If I get it correctly, __declspec(noalias)
tells the compiler that none of the pointers passed as parameters is aliased.
__declspec(noalias) void multiply(float * a, float * b, float * c)
{
...
}
Said differently, if I’m not mistaken , it’s exactly equivalent to calling __restrict
on every parameter of pointer type. But is there a way to do it without changing all the function calls? Ideally, I would replace that __declspec(noalias)

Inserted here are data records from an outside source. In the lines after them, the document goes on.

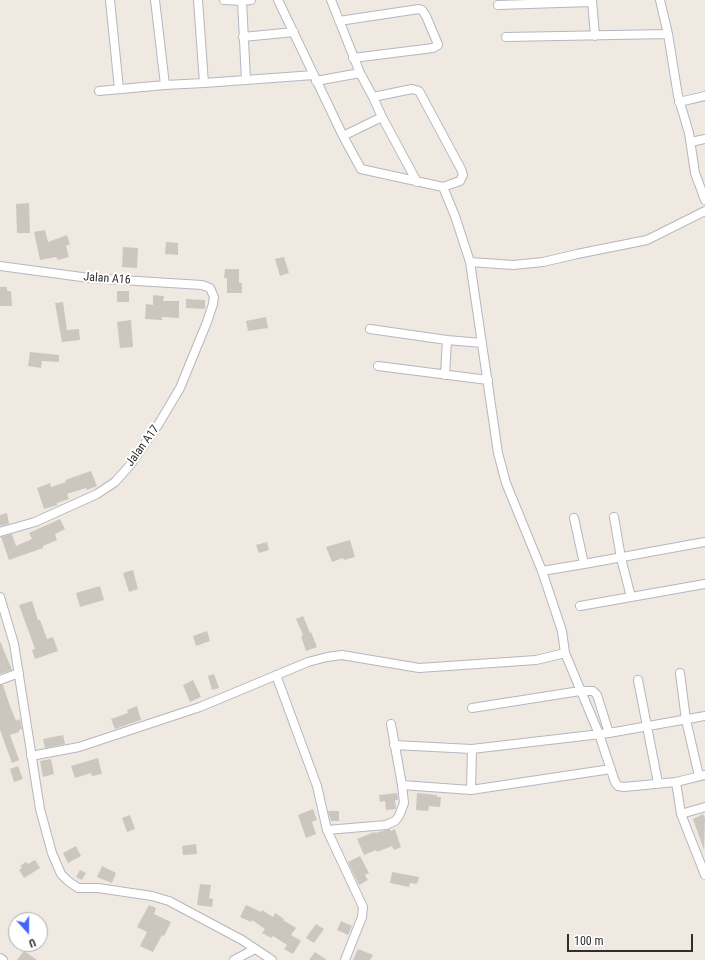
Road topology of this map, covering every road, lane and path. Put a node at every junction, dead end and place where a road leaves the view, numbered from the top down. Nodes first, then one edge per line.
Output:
1 (110, 0) edge
2 (155, 0) edge
3 (198, 0) edge
4 (224, 0) edge
5 (278, 0) edge
6 (331, 0) edge
7 (660, 0) edge
8 (247, 1) edge
9 (592, 1) edge
10 (498, 5) dead end
11 (339, 21) junction
12 (294, 32) junction
13 (668, 34) junction
14 (595, 36) junction
15 (243, 37) junction
16 (506, 37) dead end
17 (354, 58) junction
18 (360, 73) junction
19 (315, 78) junction
20 (246, 80) junction
21 (204, 83) junction
22 (165, 85) junction
23 (119, 89) junction
24 (99, 91) dead end
25 (705, 96) edge
26 (373, 97) junction
27 (679, 102) junction
28 (382, 118) junction
29 (343, 136) junction
30 (705, 139) edge
31 (690, 142) junction
32 (417, 182) junction
33 (443, 187) junction
34 (705, 199) edge
35 (705, 211) edge
36 (470, 262) junction
37 (0, 266) edge
38 (212, 290) joint
39 (370, 329) dead end
40 (448, 340) junction
41 (482, 343) junction
42 (378, 366) dead end
43 (445, 374) junction
44 (488, 380) junction
45 (614, 517) dead end
46 (574, 518) dead end
47 (0, 532) edge
48 (705, 542) edge
49 (621, 558) junction
50 (584, 564) junction
51 (542, 571) junction
52 (705, 584) edge
53 (0, 597) edge
54 (631, 597) junction
55 (580, 606) dead end
56 (565, 653) junction
57 (19, 673) junction
58 (680, 673) dead end
59 (276, 675) junction
60 (0, 680) edge
61 (638, 680) dead end
62 (580, 691) junction
63 (472, 708) dead end
64 (705, 716) edge
65 (686, 720) junction
66 (391, 724) dead end
67 (647, 726) junction
68 (609, 733) junction
69 (599, 734) junction
70 (394, 745) junction
71 (472, 749) junction
72 (31, 756) junction
73 (611, 769) junction
74 (702, 775) edge
75 (676, 782) junction
76 (658, 783) junction
77 (402, 785) junction
78 (471, 790) junction
79 (705, 807) edge
80 (681, 814) junction
81 (327, 830) junction
82 (705, 875) edge
83 (255, 948) junction
84 (0, 958) edge
85 (3, 960) edge
86 (234, 960) edge
87 (272, 960) edge
88 (345, 960) edge

1 - 23 street
2 - 22 street
3 - 21 street
4 - 8 street
5 - 12 street
6 - 11 street
7 - 13 street
8 - 15 street
9 - 10 street
9 - 14 street
11 - 17 street
11 - 17 street
12 - 15 street
12 - 19 street
13 - 14 street
13 - 27 street
14 - 16 street
15 - 20 street
17 - 18 street
18 - 19 street
18 - 26 street
19 - 20 street
19 - 29 street
20 - 21 street
21 - 22 street
22 - 23 street
23 - 24 street
25 - 27 street
26 - 28 street
26 - 33 street
27 - 31 street
28 - 29 street
28 - 32 street
29 - 32 street
30 - 31 street
31 - 34 street
32 - 33 street
33 - 36 street
35 - 36 street
36 - 41 street
37 - 38 street, Jalan A16
38 - 47 street, Jalan A17
39 - 40 street
40 - 41 street
40 - 43 street
41 - 44 street
42 - 43 street
43 - 44 street
44 - 51 street
45 - 49 street
46 - 50 street
48 - 49 street
49 - 50 street
49 - 54 street
50 - 51 street
51 - 56 street
52 - 54 street
53 - 57 street
54 - 55 street
56 - 59 street
56 - 62 street
57 - 60 street
57 - 72 street
58 - 65 street
59 - 72 street
59 - 81 street
61 - 67 street
62 - 63 street
62 - 68 street
62 - 69 street
64 - 65 street
65 - 67 street
65 - 74 street
66 - 70 street
67 - 68 street
67 - 76 street
68 - 69 street
69 - 71 street
69 - 73 street
70 - 71 street
70 - 77 street
71 - 78 street
72 - 83 street
73 - 76 street
73 - 78 street
74 - 75 street
75 - 76 street
75 - 80 street
77 - 78 street
77 - 81 street
79 - 80 street
80 - 82 street
81 - 88 street
83 - 86 street
83 - 87 street
84 - 85 street

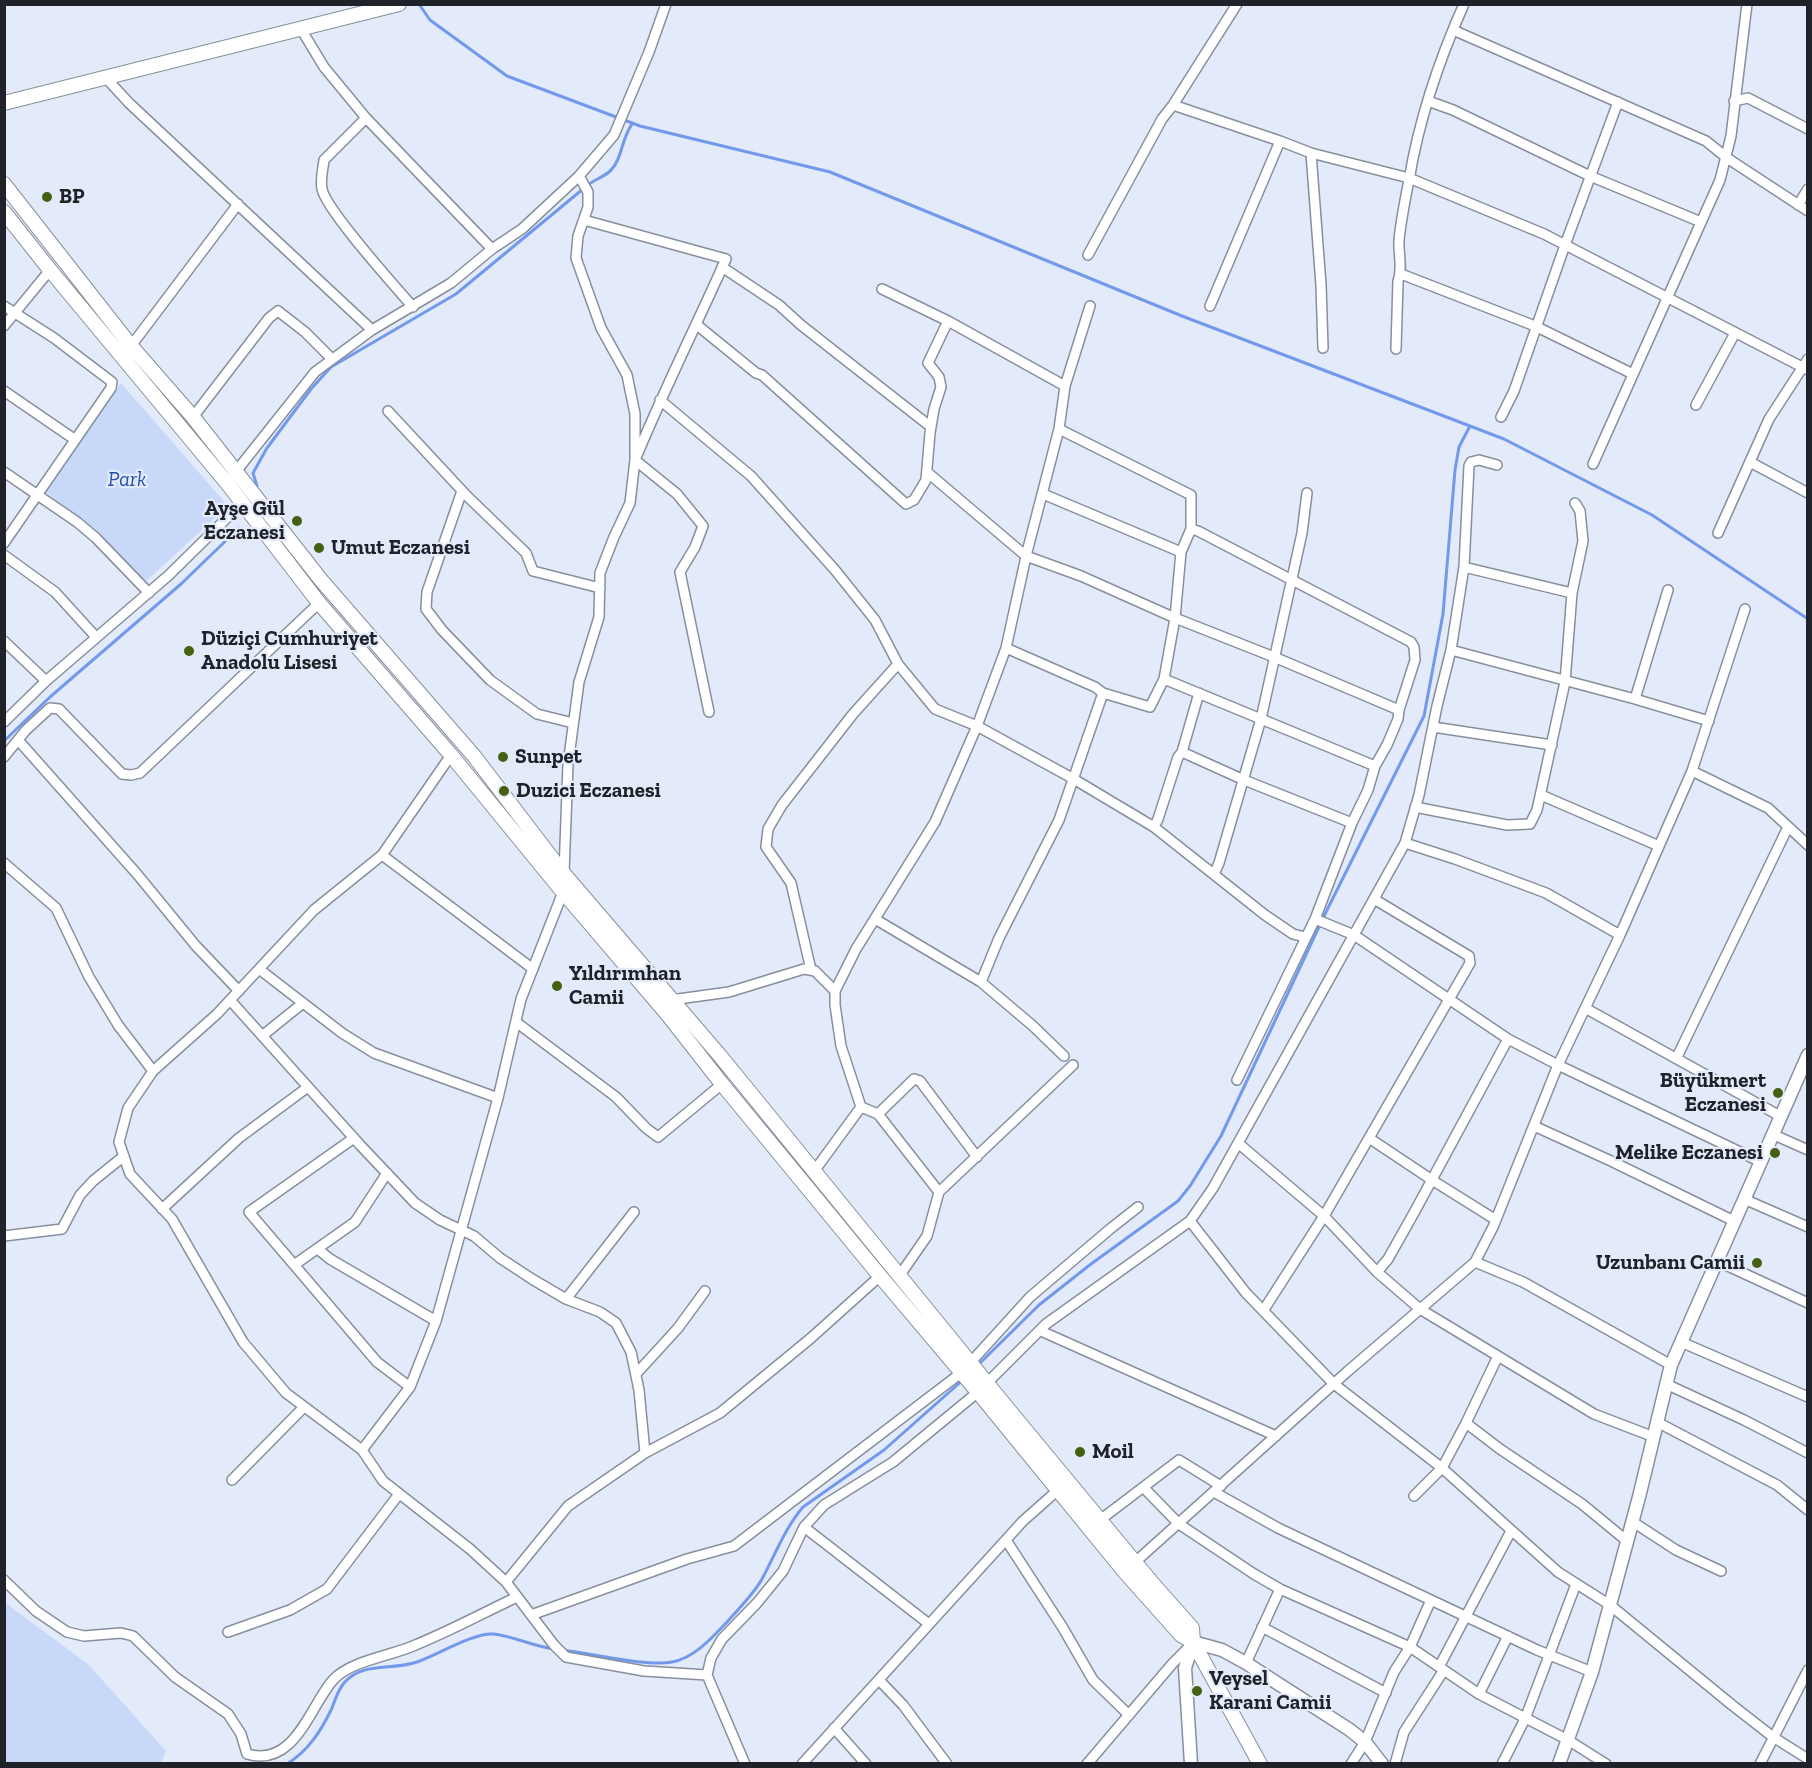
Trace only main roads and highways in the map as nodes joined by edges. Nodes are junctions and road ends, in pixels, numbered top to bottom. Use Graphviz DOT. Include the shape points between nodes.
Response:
graph roads {
  1 [pos="393,6"];
  2 [pos="4,103"];
  3 [pos="4,184"];
  4 [pos="4,212"];
  5 [pos="231,477"];
  6 [pos="973,1376"];
  7 [pos="1130,1567"];
  8 [pos="1260,1764"];
  1 -- 2 [label="main road"];
  3 -- 5 [label="main road" via="131,346 193,417"];
  4 -- 5 [label="main road"];
  5 -- 6 [label="main road" via="474,756 564,874 900,1275"];
  5 -- 6 [label="main road" via="243,502 319,603 668,1015 880,1276"];
  6 -- 7 [label="main road" via="1058,1490"];
  6 -- 7 [label="main road" via="1100,1520"];
  7 -- 8 [label="main road" via="1192,1628 1193,1642"];
}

with a preprocessor definition.
I think you're interpreting noalias
incorrectly; it is not the same as specifying __restrict
on each parameter. In the example you reference from MSDN, it means that a
, b
, and c
don't modify or reference any global state (of the current compilation unit), but they are free to alias one another. You could also specify __restrict
on each one to indicate that they do not alias each other. I'm not sure why you mention changing all the function calls in this scenario; as long as no caller aliases the arguments, nothing changes at the call site. You should review all the calls, but they needn't change unless you need to remove aliasing. Specifically, __restrict
is not needed at the call site.
The only analogue in GCC would be to specify __restrict
(or more commonly for GCC, __restrict__
) on any global pointer variable declarations in the same source file (which are of compatible types). See here about file-scope restrict
-qualified pointers. Of course, there's no guarantee that GCC will behave any differently, since restrict
is often considered only at function scope. Microsoft clearly introduced noalias
to enable a specific optimization they introduced.
Long story short, there's no macro trick here (aside from the one mentioned by R to ignore __declspec()
entirely on GCC). The best you can do is add __restrict
to any non-aliased pointer parameter and global variable declarations.